Stored items:
────
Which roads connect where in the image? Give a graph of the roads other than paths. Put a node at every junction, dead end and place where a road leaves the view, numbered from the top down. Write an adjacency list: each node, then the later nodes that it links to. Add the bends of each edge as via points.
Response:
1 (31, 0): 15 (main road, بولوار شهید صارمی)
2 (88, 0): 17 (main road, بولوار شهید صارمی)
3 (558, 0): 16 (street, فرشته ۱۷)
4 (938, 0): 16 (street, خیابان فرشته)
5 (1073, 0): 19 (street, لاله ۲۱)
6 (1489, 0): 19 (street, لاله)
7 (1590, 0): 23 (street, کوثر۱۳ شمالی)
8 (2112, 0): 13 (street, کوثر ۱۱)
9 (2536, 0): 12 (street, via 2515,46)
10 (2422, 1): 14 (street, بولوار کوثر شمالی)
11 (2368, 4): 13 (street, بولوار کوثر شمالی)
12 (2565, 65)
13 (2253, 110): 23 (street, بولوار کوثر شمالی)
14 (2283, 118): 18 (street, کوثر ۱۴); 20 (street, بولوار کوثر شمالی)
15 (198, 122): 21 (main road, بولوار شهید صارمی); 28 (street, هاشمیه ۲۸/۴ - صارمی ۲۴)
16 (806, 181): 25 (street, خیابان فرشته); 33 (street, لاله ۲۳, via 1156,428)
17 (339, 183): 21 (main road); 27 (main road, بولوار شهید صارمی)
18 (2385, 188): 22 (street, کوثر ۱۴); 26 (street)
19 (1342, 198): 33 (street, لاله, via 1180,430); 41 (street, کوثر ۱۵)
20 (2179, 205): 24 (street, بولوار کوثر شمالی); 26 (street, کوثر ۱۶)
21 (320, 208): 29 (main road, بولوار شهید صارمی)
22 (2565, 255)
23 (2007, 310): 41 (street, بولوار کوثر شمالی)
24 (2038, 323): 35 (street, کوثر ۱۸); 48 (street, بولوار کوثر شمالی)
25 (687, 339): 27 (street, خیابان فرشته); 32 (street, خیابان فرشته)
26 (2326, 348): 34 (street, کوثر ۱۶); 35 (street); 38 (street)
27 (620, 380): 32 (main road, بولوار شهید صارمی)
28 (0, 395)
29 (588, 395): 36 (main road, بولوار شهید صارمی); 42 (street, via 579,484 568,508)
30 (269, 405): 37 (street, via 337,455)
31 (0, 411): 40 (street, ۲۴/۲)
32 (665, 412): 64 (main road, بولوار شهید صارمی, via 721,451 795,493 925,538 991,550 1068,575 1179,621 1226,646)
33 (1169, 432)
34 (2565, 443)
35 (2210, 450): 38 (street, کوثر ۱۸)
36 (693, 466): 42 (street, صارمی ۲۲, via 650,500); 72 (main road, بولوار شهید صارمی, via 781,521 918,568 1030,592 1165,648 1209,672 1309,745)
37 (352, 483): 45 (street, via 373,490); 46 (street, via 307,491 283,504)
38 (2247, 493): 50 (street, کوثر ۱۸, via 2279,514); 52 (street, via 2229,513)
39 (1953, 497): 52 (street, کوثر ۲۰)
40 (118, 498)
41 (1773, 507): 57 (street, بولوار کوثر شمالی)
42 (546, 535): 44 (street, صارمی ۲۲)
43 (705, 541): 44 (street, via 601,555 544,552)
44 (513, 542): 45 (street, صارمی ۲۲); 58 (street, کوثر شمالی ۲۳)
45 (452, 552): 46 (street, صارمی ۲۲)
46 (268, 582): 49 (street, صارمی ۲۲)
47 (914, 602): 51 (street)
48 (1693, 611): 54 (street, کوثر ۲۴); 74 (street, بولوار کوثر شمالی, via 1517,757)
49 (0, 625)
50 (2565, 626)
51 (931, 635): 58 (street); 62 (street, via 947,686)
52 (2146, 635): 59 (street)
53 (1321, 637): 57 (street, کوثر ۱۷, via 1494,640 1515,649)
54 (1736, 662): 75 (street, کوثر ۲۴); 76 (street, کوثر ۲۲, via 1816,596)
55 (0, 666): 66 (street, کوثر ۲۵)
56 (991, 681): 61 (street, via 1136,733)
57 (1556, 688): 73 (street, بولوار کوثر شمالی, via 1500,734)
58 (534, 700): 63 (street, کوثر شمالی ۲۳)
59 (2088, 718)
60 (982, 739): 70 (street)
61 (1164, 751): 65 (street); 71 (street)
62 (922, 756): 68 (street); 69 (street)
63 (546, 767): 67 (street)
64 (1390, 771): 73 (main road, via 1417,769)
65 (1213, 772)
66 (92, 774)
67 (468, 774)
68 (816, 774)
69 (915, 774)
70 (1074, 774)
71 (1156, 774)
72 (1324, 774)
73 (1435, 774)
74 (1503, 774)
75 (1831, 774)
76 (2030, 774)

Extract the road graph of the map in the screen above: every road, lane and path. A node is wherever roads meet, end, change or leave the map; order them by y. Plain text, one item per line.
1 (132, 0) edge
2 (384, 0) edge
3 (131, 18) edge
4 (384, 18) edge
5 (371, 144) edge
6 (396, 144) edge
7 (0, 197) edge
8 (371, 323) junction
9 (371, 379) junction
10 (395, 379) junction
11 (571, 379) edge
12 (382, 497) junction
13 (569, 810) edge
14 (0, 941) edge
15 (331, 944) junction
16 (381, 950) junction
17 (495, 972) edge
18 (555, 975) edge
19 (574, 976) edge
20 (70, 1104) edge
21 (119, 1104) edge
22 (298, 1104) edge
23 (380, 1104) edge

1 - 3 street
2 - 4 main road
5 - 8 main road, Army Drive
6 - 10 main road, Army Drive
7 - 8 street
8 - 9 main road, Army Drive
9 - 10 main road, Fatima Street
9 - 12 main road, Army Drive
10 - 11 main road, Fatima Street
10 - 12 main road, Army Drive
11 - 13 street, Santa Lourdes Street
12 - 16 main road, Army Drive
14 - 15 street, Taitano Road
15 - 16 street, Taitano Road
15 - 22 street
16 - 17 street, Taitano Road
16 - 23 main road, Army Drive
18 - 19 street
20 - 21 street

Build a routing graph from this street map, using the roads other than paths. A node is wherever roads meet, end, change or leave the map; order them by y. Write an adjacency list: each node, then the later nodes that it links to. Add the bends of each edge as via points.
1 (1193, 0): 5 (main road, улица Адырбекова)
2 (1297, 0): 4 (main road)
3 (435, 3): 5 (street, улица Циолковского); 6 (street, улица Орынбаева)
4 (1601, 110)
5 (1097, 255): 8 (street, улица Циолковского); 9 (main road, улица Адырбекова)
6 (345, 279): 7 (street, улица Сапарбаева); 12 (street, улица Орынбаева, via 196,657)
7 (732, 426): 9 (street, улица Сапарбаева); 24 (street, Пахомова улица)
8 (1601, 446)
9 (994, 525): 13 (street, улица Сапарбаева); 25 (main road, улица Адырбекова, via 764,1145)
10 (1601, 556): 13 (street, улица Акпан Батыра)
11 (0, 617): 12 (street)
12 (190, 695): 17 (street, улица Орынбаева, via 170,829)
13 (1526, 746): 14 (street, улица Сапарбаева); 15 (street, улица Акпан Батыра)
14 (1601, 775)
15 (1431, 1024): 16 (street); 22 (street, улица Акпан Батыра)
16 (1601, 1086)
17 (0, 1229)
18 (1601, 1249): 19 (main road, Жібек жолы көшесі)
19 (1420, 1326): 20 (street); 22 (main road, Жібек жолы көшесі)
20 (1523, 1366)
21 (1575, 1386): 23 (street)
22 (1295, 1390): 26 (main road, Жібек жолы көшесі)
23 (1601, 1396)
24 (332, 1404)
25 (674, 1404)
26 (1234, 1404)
────
**WORK REQUEST:** Every line above that includes the word "Акпан" must appear in the answer.

**RESULT OF THIS TASK:**
10 (1601, 556): 13 (street, улица Акпан Батыра)
13 (1526, 746): 14 (street, улица Сапарбаева); 15 (street, улица Акпан Батыра)
15 (1431, 1024): 16 (street); 22 (street, улица Акпан Батыра)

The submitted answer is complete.